The bullwhip effect can be contained by reducing information time lags and sources of variability in the supply chain, both demand variability and supply variability. This can be achieved by through sharing a real-time single version of the truth with all participants, so that all parties know actual demand and supply across the network at all times. This eliminates the need to estimate demand and orders, and hence eliminates the root cause of bullwhip effect.

The concept first appeared in Jay Forrester’s Industrial Dynamics (1961)[1] and thus it is also known as the “Forrester effect.” It has been described as “the observed propensity for material orders to be more variable than demand signals and for this variability to increase the further upstream a company is in a supply chain.[2]

Resilience of the Network-Based Approach

As mentioned, One Network has deployed very large supply networks in the Food Retailing and Food Service sectors.

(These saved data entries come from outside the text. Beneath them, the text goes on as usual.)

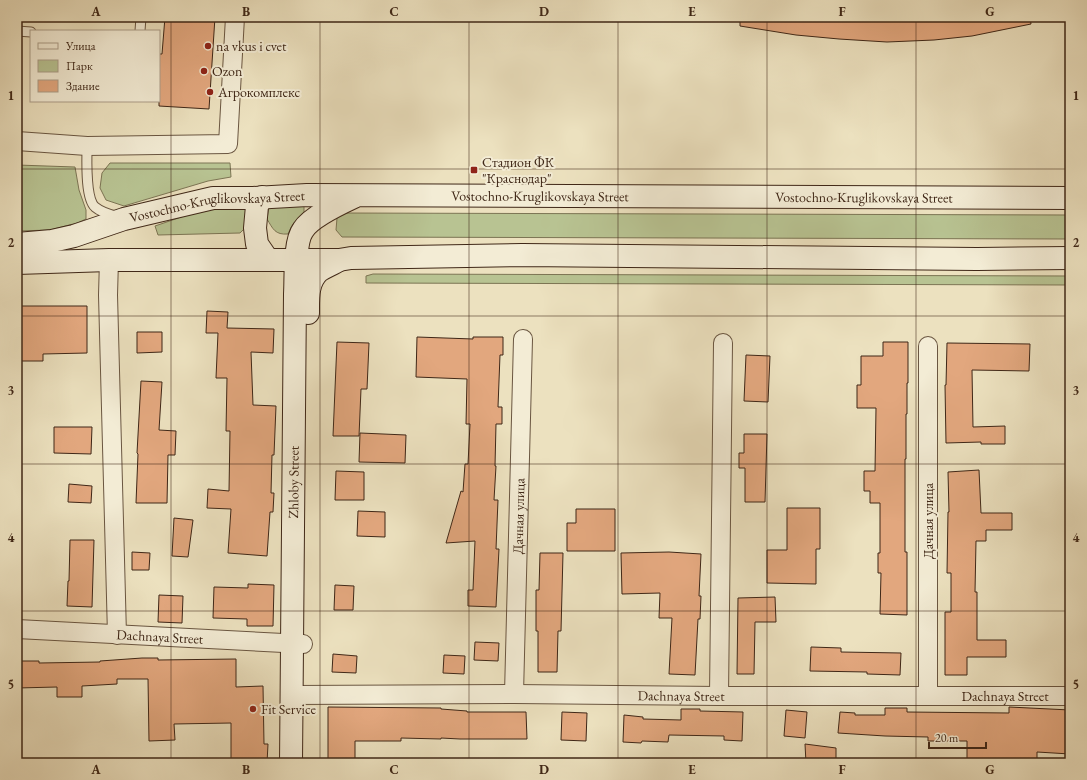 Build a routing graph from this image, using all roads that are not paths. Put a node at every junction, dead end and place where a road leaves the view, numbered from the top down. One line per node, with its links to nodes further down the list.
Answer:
1 (140, 17): 3 (lane)
2 (235, 17): 7 (street)
3 (140, 30)
4 (17, 31): 5 (lane)
5 (30, 32)
6 (17, 141): 7 (street)
7 (87, 146): 11 (lane)
8 (357, 196): 9 (main road, Vostochno-Kruglikovskaya Street); 10 (main road, Vostochno-Kruglikovskaya Street); 16 (main road, Zhloby Street)
9 (262, 197): 11 (main road, Vostochno-Kruglikovskaya Street); 15 (main road)
10 (1070, 198)
11 (124, 219): 12 (main road, Vostochno-Kruglikovskaya Street)
12 (17, 244)
13 (1070, 258): 17 (main road)
14 (109, 260): 15 (main road); 18 (main road); 23 (street)
15 (268, 260): 16 (main road)
16 (296, 260): 17 (main road); 24 (main road, Zhloby Street)
17 (339, 260): 24 (main road, Zhloby Street)
18 (17, 263)
19 (522, 339): 25 (street, Дачная улица)
20 (723, 342): 27 (street)
21 (928, 346): 28 (street, Дачная улица)
22 (17, 629): 23 (street, Dachnaya Street)
23 (117, 635): 24 (street, Dachnaya Street)
24 (297, 644): 26 (main road, Zhloby Street)
25 (514, 694): 26 (street, Dachnaya Street); 27 (street, Dachnaya Street)
26 (298, 696): 30 (main road, Zhloby Street); 31 (main road, Zhloby Street)
27 (719, 696): 28 (street, Dachnaya Street)
28 (928, 696): 29 (street, Dachnaya Street)
29 (1070, 696)
30 (291, 763)
31 (303, 763)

As we entered the pandemic and demand began to shift, our customers easily managed the new uncertainties for themselves and their upstream distributors, suppliers, producers and farmers by turning a few dials in their network settings and leveraging the predictive and prescriptive analytics within our platform. This allowed them to react in real time, as well as adjust their planning across all time horizons by leveraging advanced insights regarding the “next normal” post-pandemic.

The statistical shift is real. The question is what are the right scenarios to model related to future consumer spending, and whether you have a demand and supply network technology infrastructure that will give you the flexibility to react in both the short and long term. Our NEO agent-based network and prescriptive analytics can do all the heavy lifting in this area and provide deep industry-based insights to help with your decision making.

In a recent McKinsey survey of the food and consumer-goods industries, 100% of respondents had experienced production and distribution problems, 91% had problems with suppliers and a whopping 85% of respondents struggled with inefficient digital technologies in their supply chains. They go on to state, “We believe that leaders should take this moment not just to fix their supply chains temporarily, but to transform them. Reimagining supply chains to avoid past traps and meet future needs will require a more comprehensive approach.”

Single Points of Failure & Disruption in the Meat Supply Chain

As we look more closely at the upstream disruption created in the protein supply network through the demand shift, we need to understand the evolution of the industry structure. A few decades ago, the meat supply network was fragmented with many small players operating packing plants (with cattle and hogs running at about 1,000 head per day, selling the animal in bulk). As the network became more sophisticated in terms of packaging and shipment, smaller operators did not have the wherewithal to make the required investments and so processing moved to large footprint operations running as many as 6,000 head per shift for cattle and 20,000 for hogs.

In supply network terms, this physical shift (that was done for cost reasons) created a single point of failure within certain geo-based subnetworks from a demand and supply perspective. If we look at Tyson for example, they were able to react to a plant closing due to a fire by running extra shifts at other plants. However, significant shutdowns across multiple nodes in the network, as experienced in the pandemic, led them to having to “depopulate” upstream supplies of poultry and pork. We also saw the dumping of milk and other items due to bulk packaging issues related to demand shifts from food service to retail. Fortunately, there is a program called the Farmers to Families Food Box Program where the federal government buys meat, produce and dairy from farmers to distribute to people in need. Estimates are that this would provide over 50 million meals through the summer, helping to reduce growing waste in the supply network.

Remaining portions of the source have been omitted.